Best way to keep scrapers out? - Website Security for Webmasters forum at WebmasterWorld - WebmasterWorld

Forum Moderators: open

Message Too Old, No Replies

Best way to keep scrapers out?

maccas

8:40 am on Jul 4, 2018 (gmt 0)

10+ Year Member

Hi, I have problems with scraper sites and my latest site with a database of close to a million entries I am particularity worried about it being scraped. I was thinking of just some honey pot links with a php file writing the ip to my htaccess file. The problem with this is I am not sure it will 100% keep googlebot and other good spiders out. Robots, nofollow are not 100%?

"A robotted page can still be indexed if linked to from from other sites
While Google won't crawl or index the content blocked by robots.txt, we might still find and index a disallowed URL if it is linked from other places on the web. As a result, the URL address and, potentially, other publicly available information such as anchor text in links to the page can still appear in Google search results. To properly prevent your URL from appearing in Google Search results, you should password-protect the files on your server or use the noindex meta tag or response header (or remove the page entirely)"

Obviously passwording will prevent the scrapers from getting written to htaccess as well and noindex is after the event.

What do other people do?

keyplyr

8:49 am on Jul 4, 2018 (gmt 0)

WebmasterWorld Senior Member

10+ Year Member

Top Contributors Of The Month

Hi maccas,

You need to educated yourself about User Agents. What some sites see as bad bots or scrapers, others see as beneficial.

We discuss this daily in the Search Engine Spider & User Agent ID Forum [webmasterworld.com]

There are several Blocking Methods [webmasterworld.com] many webmasters use to stop the bad bots.
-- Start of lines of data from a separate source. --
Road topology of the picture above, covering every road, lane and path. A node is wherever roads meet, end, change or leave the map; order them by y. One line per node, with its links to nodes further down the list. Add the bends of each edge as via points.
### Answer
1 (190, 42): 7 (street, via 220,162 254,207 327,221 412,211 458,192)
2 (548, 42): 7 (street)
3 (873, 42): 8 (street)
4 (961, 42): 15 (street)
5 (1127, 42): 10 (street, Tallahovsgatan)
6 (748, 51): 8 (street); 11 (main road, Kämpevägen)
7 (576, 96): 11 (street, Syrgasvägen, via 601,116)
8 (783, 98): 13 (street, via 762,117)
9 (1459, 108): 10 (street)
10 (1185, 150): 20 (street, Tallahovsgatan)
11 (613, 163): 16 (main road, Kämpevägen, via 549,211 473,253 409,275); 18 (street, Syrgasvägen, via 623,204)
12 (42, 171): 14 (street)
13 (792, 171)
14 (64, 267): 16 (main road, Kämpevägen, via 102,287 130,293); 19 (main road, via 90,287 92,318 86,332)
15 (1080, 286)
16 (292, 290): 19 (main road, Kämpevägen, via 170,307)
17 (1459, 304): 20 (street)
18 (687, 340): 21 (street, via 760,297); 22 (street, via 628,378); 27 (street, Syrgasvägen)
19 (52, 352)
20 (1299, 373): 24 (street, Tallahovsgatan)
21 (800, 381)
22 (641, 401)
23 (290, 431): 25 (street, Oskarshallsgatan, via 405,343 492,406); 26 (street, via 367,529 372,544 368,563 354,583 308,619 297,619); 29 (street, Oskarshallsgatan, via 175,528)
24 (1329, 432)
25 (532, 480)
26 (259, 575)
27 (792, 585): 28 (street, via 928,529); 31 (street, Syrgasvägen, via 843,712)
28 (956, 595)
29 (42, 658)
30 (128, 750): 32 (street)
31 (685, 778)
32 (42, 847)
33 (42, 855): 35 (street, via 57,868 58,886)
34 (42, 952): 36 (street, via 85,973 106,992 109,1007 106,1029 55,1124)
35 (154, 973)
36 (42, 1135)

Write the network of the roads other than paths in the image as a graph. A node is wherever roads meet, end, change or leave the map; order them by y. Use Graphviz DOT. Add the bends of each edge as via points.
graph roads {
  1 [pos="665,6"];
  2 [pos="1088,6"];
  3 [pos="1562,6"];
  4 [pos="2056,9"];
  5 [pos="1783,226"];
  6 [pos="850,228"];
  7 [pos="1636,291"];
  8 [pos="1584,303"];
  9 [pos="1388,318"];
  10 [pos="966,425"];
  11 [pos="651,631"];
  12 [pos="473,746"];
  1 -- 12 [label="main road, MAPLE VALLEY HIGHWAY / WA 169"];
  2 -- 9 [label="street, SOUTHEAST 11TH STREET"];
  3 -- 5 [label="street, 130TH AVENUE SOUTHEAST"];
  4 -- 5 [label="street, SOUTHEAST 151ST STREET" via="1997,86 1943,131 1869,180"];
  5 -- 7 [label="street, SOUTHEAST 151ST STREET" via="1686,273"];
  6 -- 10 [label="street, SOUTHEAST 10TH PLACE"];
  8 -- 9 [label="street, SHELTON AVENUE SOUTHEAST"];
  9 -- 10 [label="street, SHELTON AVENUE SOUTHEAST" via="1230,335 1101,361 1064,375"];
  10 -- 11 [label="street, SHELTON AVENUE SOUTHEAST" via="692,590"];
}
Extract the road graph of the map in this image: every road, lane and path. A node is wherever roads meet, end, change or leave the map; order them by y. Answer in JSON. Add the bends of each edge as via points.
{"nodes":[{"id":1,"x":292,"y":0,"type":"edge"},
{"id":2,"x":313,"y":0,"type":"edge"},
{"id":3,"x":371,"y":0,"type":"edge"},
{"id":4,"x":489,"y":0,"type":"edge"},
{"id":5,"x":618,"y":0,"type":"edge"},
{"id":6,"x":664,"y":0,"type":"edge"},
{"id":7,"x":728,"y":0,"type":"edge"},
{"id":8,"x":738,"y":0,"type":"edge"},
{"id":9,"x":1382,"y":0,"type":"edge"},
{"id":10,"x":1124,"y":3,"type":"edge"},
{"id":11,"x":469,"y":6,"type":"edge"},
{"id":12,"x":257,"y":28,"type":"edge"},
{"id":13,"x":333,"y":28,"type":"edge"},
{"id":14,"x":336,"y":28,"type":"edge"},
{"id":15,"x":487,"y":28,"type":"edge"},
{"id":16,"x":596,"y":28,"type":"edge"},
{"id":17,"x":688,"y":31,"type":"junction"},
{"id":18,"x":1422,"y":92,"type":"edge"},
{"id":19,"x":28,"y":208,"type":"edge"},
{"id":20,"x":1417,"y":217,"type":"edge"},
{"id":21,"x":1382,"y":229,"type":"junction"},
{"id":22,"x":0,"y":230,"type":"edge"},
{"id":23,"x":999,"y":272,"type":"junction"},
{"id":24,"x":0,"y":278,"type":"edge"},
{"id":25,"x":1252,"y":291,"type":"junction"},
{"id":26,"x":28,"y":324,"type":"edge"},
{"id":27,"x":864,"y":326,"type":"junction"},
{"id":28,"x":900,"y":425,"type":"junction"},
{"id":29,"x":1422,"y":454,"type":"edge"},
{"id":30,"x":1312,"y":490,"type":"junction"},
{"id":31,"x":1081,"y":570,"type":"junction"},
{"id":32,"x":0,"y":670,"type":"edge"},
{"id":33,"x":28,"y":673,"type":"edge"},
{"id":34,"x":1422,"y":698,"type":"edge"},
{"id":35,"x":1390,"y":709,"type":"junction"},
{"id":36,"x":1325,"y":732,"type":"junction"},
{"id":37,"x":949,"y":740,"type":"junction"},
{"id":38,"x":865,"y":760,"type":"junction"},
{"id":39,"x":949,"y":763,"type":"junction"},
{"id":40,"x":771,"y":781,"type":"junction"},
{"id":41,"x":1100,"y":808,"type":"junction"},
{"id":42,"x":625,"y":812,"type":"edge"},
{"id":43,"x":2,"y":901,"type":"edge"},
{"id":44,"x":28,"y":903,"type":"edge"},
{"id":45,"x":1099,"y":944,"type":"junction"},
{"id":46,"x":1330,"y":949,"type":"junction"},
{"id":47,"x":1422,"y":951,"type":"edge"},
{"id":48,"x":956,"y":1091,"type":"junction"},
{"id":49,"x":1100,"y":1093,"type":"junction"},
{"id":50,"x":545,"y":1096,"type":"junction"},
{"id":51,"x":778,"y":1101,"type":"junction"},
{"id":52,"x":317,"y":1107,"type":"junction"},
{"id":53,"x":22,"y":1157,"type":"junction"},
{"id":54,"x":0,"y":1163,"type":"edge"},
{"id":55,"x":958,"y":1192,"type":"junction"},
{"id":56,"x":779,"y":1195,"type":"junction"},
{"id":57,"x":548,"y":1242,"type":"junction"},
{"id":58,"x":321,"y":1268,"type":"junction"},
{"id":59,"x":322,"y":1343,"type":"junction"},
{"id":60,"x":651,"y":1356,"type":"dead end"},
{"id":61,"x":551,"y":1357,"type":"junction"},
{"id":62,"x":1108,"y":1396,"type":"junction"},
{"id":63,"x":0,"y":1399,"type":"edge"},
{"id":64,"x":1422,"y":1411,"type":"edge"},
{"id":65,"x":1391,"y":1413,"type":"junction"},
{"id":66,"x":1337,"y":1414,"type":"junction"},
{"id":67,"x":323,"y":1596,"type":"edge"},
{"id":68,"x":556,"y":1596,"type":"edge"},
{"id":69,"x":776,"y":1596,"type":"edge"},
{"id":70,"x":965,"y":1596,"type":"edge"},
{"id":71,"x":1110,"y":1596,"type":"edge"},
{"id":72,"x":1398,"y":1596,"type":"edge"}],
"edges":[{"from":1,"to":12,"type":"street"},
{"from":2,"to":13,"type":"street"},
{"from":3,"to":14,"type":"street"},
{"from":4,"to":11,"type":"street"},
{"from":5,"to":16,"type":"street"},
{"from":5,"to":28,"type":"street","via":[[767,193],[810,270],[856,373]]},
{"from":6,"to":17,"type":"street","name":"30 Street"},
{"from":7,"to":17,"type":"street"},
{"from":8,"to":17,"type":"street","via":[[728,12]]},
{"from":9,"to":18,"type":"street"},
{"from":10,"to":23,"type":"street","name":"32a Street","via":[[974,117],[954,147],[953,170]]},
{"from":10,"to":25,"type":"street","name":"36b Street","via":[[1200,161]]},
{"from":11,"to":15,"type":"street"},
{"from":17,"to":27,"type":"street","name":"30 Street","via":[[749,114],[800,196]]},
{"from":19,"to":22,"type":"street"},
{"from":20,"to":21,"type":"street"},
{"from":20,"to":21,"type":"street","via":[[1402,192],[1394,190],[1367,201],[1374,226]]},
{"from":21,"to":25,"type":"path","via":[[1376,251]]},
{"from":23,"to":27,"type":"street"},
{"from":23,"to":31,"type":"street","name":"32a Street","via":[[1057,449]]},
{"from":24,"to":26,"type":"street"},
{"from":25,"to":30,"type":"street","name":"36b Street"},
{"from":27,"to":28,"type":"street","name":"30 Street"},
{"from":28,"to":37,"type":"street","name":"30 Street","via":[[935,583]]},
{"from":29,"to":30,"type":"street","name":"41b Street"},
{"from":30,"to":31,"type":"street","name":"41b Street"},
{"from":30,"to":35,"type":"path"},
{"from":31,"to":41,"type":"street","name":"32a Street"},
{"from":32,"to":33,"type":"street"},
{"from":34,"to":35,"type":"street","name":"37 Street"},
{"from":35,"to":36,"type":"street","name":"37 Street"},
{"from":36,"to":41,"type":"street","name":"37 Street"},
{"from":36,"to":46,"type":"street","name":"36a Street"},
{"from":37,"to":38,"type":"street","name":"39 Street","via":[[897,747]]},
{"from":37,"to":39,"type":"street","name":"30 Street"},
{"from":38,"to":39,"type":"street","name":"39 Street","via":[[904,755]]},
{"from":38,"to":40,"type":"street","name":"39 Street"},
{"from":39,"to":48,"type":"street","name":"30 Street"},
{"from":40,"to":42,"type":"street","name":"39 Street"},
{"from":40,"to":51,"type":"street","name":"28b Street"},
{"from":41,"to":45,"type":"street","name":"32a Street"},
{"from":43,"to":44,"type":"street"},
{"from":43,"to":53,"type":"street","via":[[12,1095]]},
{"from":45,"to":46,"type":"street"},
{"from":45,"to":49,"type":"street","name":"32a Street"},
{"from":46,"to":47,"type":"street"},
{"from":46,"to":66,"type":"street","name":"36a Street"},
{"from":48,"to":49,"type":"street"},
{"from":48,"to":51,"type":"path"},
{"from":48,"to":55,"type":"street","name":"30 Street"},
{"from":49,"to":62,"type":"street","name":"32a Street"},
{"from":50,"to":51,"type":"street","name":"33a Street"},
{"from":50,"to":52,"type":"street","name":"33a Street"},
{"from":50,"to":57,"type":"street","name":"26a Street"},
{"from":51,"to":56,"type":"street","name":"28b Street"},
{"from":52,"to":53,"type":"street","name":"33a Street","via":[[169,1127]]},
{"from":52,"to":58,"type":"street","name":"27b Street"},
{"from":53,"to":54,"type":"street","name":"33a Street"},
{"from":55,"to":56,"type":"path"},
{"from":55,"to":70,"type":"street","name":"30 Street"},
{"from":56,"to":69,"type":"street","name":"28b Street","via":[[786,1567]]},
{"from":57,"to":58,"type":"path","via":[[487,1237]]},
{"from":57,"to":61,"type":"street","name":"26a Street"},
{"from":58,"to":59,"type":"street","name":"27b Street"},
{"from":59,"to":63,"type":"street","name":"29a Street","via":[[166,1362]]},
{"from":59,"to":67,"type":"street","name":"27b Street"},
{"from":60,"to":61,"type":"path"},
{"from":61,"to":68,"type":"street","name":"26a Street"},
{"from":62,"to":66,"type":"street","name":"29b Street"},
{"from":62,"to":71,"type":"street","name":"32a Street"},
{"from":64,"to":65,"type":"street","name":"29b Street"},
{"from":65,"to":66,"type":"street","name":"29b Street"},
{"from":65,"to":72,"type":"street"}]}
A large number of bad bots come from Amazon IP ranges [webmasterworld.com] and other Server Farm IP Ranges [webmasterworld.com]

- - -

TorontoBoy

11:33 am on Jul 4, 2018 (gmt 0)

Top Contributors Of The Month

From your raw access logs, available from cPanel, find out who is scraping you and then using your htaccess, ban them. If you can ban the worst offenders your server load will markedly drop. This needs to be done on a regular basis as bots might be 60% of your traffic. The risks of not doing anything, other than having your content stolen and used by others, is that you might exceed your server utilization and your site will return a "busy" 503 or 504 instead of serving up your web pages.

Project HoneyPot [projecthoneypot.org...] is a good place to go, I have used them and have had good success.

Bots are a fact of life. They are not going away. There are way more of them than you. There is significant work required to defend your area of the internet.

maccas

1:43 pm on Jul 4, 2018 (gmt 0)

10+ Year Member

Thanks, the thing is I would rather not play wack-a-mole also unless I ban them instantly it will be too late, they will already have my data or a fair chunk of it. That's why I would rather have a few traps set so anyone that is scraping is automatically added to my htaccess. My real question is what is the best way to keep good spiders out of this trap?

not2easy

1:55 pm on Jul 4, 2018 (gmt 0)

WebmasterWorld Administrator

10+ Year Member

Top Contributors Of The Month

WebmasterWorld offered a robot trap [webmasterworld.com] for bots that don't follow robots.txt. It is pretty old (2004), but can help you automatically block and/or identify scrapers. I've used it and it works.

If you are password protecting the folder there is a low opportunity for scrapers. If search results for the database are displayed on a template, you can add a noindex meta tag to the template. That way, even if an external link shows a results page, the resulting URL has a no-index status.

I would still keep an eye on access logs to keep tabs on IPs and UAs. If/when you see unwanted activity you can get help in the various forums that keyplyr linked to in his post.

keyplyr

7:26 pm on Jul 4, 2018 (gmt 0)

WebmasterWorld Senior Member

10+ Year Member

Top Contributors Of The Month

The robot trap script allows too many false positives. Many of us tried it back then. I kept rewriting it to reduce errors but eventually came to the conclusion that blocking with a broad approach simply doesn't work well. You will block too many beneficial agents & humans.

IPs change. IPs get reassigned. IPs get compromised by bad actor temporarily, then fixed. Company bots crawl from the same range as their employees firewall. Almost all Server Farms also lease ranges to ISPs. Almost all SEs lease ranges to anyone for any purpose. Beneficial agents sometimes break the rules. The list goes on...

If you use the Bad Bot Script, consistent oversight & trimming is needed.